Quelques heures menèrent la petite troupe au bout occidental de la passe. Au tournant d’un éperon de la montagne, leur vue plongea sur une vaste plaine.

« Voyez ! s’écria le Mexicain. Voyez le campement de ces Saints des derniers jours. Ils savent choisir les emplacements de leurs haltes, ces coquins-là. »

Le guide s’arrêta en parlant ainsi, chacun suivit son exemple et regarda la plaine.

C’était la vallée de San Luis ; elle ne présentait aucun des traits caractéristiques qu’on associe d’habitude au mot de vallée. Sa surface était parfaitement plane, et, au premier coup d’œil, elle ne paraissait limitée que par l’horizon ; mais un regard subtil pouvait la voir se relever à l’ouest aux premières assises de la Sierra San Juan. Plus près au nord, on apercevait les pentes boisées des Sierras Mojada et Sawatch, pendant qu’elle était gardée à droite et à gauche par les pics neigeux de Watoyah et de Pike, sentinelles géantes de cette immense vallée.

Le Rio del Norte étendait ses sinuosités claires et brillantes vers le centre de cette riche plaine, ressemblant à un serpent aux écailles étincelantes. C’était dans la presqu’île tracée par une de ces sinuosités du fleuve qu’était établi le campement des Mormons.

Sans l’assertion du trappeur, les voyageurs n’auraient point pris pour la caravane les quelques douzaines de points blancs qui paraissaient arrêtés dans cette presqu’île, car la vallée était couverte d’un voile de vapeurs flottantes, et l’éloignement était encore considérable. Le Mexicain disait que les points blancs étaient les toits des wagons. Le capitaine prit sa longue-vue et s’assura du fait affirmé par le trappeur. Les véhicules étaient rassemblés dans un certain ordre et probablement corralés.

Des formes vivantes étaient visibles à l’aide de la longue-vue. Mais les hommes et les femmes qui circulaient à travers le campement avaient des proportions lilliputiennes, et le troupeau de chevaux et de bétail ressemblait à une grande bande de chèvres.

Il était environ midi, et les voyageurs s’arrêtèrent pour bivouaquer. Quoique la distance qui les séparait du camp fût encore grande, ils n’étaient point pressés d’avancer. Ils ne voulaient y arriver qu’à la tombée de la nuit, afin d’être moins exposés à la curiosité des premiers regards, sous la pénombre du crépuscule. Les Mormons avaient rencontré bien des Indiens à travers les prairies ; ils en avaient même quelques-uns parmi eux, comme en témoignait l’envoi du messager. Il valait donc mieux ne pas aborder leur camp à la lumière du jour, afin de pouvoir l’approcher en cachette et d’étudier la topographie de la plaine environnante.

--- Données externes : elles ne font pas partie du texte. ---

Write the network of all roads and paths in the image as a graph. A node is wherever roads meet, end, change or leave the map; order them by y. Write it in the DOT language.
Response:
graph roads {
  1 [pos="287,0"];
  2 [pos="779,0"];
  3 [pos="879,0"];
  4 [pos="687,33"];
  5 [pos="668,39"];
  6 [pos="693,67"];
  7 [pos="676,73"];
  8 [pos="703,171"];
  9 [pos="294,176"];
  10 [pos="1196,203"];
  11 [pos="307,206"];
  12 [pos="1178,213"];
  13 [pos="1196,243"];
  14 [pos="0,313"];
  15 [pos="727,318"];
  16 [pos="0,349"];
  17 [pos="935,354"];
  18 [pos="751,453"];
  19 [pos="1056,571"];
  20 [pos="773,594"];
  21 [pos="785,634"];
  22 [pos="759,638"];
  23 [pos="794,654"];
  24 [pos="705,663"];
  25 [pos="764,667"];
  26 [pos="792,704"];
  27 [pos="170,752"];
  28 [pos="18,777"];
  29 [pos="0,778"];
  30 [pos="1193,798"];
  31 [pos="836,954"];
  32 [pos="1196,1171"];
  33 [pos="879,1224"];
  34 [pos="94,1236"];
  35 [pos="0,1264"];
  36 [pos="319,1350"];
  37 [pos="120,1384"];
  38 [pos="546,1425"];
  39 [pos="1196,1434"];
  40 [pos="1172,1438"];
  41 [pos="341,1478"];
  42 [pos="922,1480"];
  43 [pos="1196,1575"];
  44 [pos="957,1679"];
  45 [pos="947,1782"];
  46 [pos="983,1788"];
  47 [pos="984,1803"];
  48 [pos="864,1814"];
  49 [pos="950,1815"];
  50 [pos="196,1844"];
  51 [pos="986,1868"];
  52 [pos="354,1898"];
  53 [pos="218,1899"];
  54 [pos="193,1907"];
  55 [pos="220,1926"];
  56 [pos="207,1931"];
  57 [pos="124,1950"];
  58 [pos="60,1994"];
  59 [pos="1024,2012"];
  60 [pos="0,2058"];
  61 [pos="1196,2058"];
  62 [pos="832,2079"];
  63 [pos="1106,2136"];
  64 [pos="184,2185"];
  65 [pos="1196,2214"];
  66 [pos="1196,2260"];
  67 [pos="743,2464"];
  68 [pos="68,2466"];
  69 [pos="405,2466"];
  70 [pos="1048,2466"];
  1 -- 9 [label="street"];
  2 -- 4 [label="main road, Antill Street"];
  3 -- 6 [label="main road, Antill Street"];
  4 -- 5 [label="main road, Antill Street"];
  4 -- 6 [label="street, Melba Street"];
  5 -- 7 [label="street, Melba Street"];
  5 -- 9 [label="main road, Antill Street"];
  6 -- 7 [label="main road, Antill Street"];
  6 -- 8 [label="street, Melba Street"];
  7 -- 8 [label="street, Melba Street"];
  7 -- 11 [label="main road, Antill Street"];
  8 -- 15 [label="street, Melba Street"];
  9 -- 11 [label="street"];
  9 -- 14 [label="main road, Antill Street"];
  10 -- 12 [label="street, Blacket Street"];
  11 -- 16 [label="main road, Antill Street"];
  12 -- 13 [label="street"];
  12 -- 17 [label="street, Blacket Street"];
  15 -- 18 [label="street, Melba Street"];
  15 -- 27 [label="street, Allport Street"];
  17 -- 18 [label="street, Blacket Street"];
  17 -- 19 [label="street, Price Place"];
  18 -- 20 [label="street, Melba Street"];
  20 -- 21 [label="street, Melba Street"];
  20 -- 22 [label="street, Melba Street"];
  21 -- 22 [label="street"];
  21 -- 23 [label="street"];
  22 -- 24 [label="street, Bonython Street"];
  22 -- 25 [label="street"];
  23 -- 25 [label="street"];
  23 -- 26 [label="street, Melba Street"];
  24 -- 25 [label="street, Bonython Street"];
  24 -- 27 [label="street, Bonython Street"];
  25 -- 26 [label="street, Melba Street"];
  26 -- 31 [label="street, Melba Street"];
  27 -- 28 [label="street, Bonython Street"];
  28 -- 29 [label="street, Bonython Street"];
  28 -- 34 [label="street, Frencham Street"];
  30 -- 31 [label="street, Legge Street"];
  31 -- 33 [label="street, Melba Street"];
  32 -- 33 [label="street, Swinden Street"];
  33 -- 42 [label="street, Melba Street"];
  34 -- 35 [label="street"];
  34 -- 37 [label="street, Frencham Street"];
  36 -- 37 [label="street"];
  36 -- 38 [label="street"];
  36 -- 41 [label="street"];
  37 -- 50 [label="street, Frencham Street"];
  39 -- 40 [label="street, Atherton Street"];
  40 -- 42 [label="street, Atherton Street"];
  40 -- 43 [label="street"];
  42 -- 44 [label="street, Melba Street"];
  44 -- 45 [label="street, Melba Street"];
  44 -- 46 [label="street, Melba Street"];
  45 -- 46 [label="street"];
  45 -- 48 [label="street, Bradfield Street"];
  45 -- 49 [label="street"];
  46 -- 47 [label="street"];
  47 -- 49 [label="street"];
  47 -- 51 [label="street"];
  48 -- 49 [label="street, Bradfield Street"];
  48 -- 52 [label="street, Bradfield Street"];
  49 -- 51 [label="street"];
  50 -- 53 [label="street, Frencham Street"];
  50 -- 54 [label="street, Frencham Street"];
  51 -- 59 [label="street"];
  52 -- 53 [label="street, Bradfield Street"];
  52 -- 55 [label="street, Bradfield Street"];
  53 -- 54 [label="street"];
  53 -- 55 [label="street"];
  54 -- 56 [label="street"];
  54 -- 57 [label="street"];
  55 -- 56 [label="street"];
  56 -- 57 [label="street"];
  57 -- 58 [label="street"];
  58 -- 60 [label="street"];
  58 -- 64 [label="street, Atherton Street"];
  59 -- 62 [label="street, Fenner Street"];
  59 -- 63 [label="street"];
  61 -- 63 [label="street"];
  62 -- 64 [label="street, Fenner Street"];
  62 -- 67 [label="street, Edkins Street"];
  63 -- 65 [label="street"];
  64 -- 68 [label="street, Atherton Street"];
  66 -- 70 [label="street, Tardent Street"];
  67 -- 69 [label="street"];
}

Les derniers rayons du soleil rougissaient les sommités des Montagnes d’Argent lorsque la petite troupe approcha du camp et put en reconnaître l’assiette. Il y avait une vingtaine de wagons couverts (Trov et Conestogas), puis d’autres véhicules plus petits (Dearborns et Jersey) à ressorts. Ces derniers appartenaient sans doute aux Saints de fortune aisée, tandis que les Conestogas, tirés par des bœufs, étaient destinés à transporter la menue plèbe des Mormons. Un corral, c’est-à-dire un camp retranché, avait été formé avec les plus grands wagons, selon l’usage des caravanes dans les prairies.

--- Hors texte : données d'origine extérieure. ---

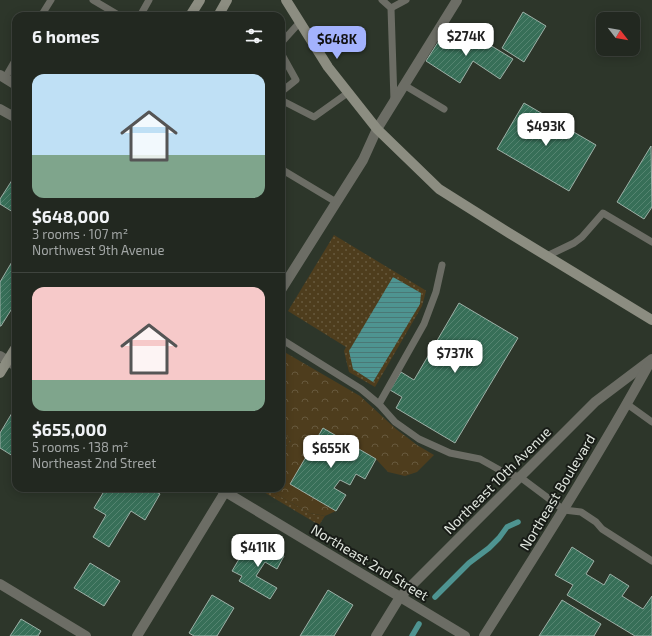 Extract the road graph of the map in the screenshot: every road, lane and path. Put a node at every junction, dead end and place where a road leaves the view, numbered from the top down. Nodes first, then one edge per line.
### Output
1 (51, 0) edge
2 (93, 0) edge
3 (149, 0) edge
4 (200, 0) edge
5 (227, 0) edge
6 (286, 0) edge
7 (382, 0) edge
8 (406, 0) edge
9 (457, 0) edge
10 (391, 8) junction
11 (44, 12) edge
12 (113, 12) edge
13 (142, 12) edge
14 (192, 12) edge
15 (220, 12) edge
16 (300, 22) junction
17 (285, 39) edge
18 (285, 60) edge
19 (12, 64) edge
20 (2, 77) edge
21 (12, 82) edge
22 (404, 85) junction
23 (285, 89) edge
24 (349, 92) junction
25 (394, 101) junction
26 (285, 102) edge
27 (0, 109) edge
28 (444, 109) dead end
29 (12, 116) edge
30 (377, 129) junction
31 (285, 171) edge
32 (336, 202) junction
33 (652, 242) edge
34 (548, 256) junction
35 (442, 265) dead end
36 (285, 284) edge
37 (652, 320) edge
38 (285, 342) edge
39 (652, 360) edge
40 (8, 361) edge
41 (0, 373) edge
42 (379, 404) junction
43 (627, 404) junction
44 (652, 422) edge
45 (520, 477) junction
46 (221, 492) edge
47 (225, 492) edge
48 (564, 510) junction
49 (652, 561) edge
50 (0, 584) edge
51 (400, 596) junction
52 (86, 636) edge
53 (137, 636) edge
54 (376, 636) edge
55 (465, 636) edge
56 (484, 636) edge

1 - 11 lane
2 - 12 lane
3 - 13 lane
4 - 14 main road
5 - 15 main road
6 - 16 main road
7 - 10 lane
8 - 10 lane
9 - 22 street
10 - 25 lane
16 - 17 lane
16 - 24 main road
18 - 23 lane
19 - 20 lane
20 - 21 street
22 - 25 street
22 - 28 lane
24 - 26 lane
24 - 30 main road
25 - 30 street
27 - 29 street
30 - 32 street
30 - 34 main road
31 - 32 lane
32 - 36 street
33 - 34 lane
34 - 37 main road
35 - 42 lane
38 - 42 lane
39 - 43 street, Northeast Boulevard
39 - 45 street, Northeast 10th Avenue
40 - 41 main road
42 - 45 lane
43 - 44 lane
43 - 48 street, Northeast Boulevard
45 - 48 lane
45 - 51 street, Northeast 10th Avenue
46 - 53 street
47 - 51 street, Northeast 2nd Street
48 - 49 lane
48 - 56 street, Northeast Boulevard
50 - 52 street
51 - 54 street, Northeast 10th Avenue
51 - 55 street, Northeast 2nd Street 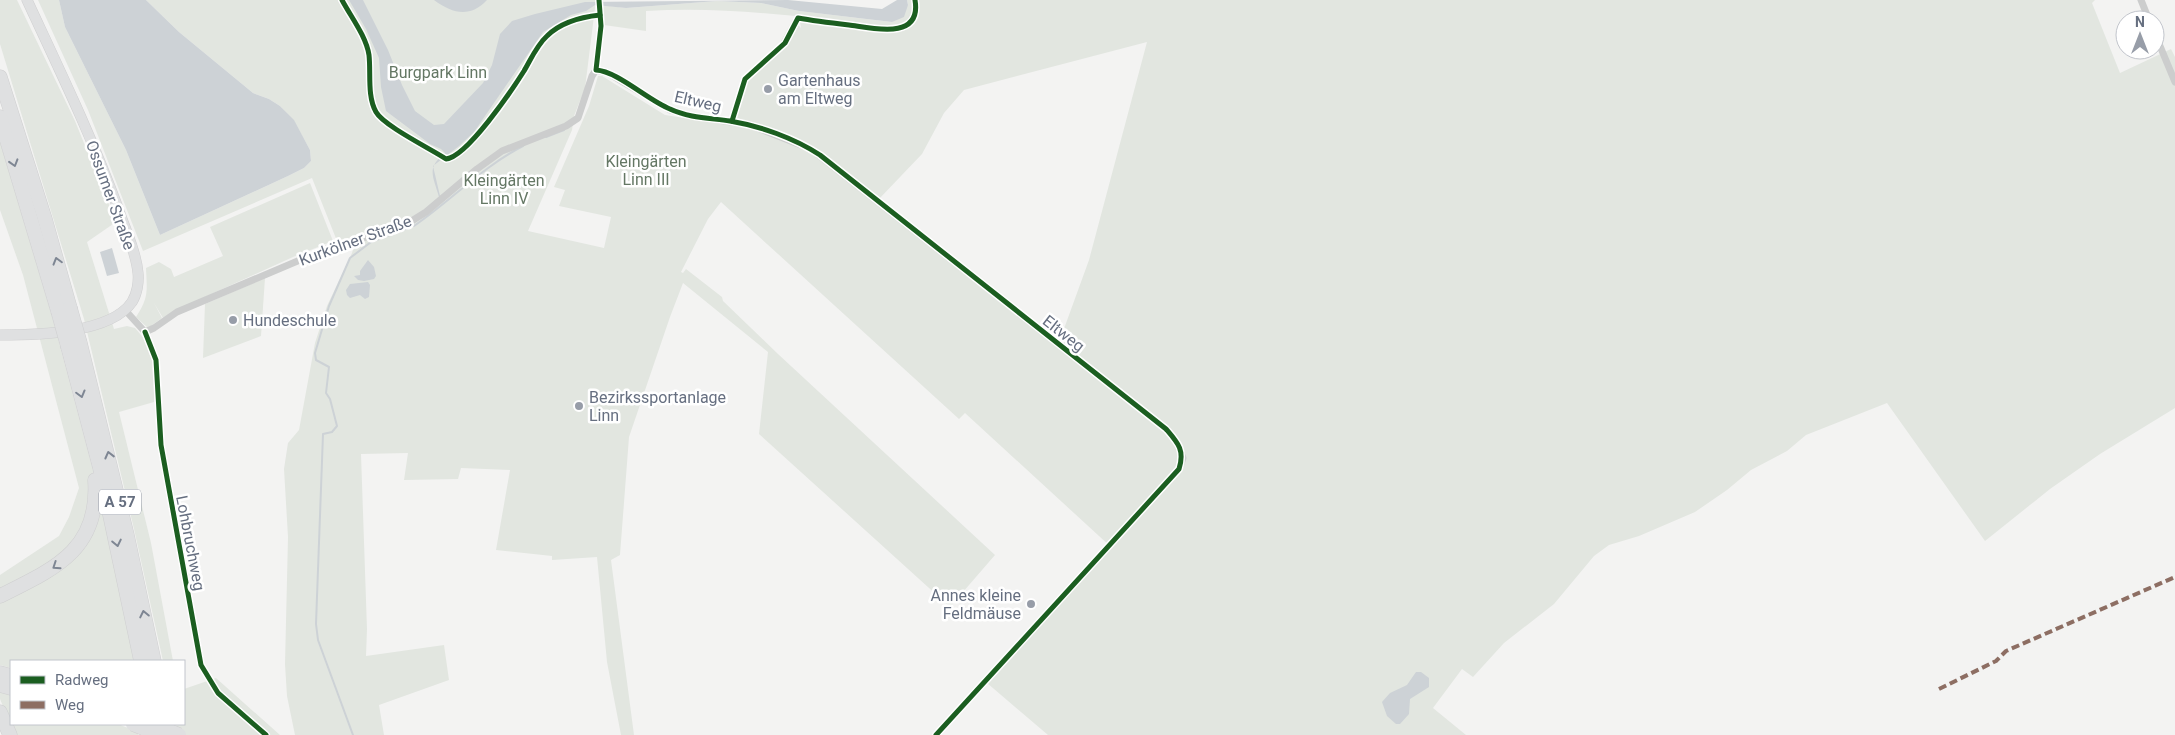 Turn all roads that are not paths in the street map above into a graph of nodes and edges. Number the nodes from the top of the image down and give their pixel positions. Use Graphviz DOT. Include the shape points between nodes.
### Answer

Le corral était formé suivant les usages classiques. Deux wagons de front, mis côte à côte, deux autres placés de façon à ce que leurs roues de devant touchassent les roues de derrière de la première paire ; les deux suivants doublant leurs timons sur ceux des seconds, et ainsi de suite pour la première moitié du train. Ce premier alignement produisait une sorte de demi-ellipse. Pour compléter le corral, on tourne tous les wagons restant en arrière en dedans de l’ellipse, ce qui rend la figure complète ; mais on laisse un espace ouvert, une sorte d’avenue pour pénétrer dans le corral. Si le train est attaqué, les wagons offrent, un rempart solide aux assiégés. Et, d’ailleurs, des sentinelles placées hors du corral et d’autres à cheval, postées un peu plus loin en éclaireurs, assurent d’ordinaire la sécurité du campement.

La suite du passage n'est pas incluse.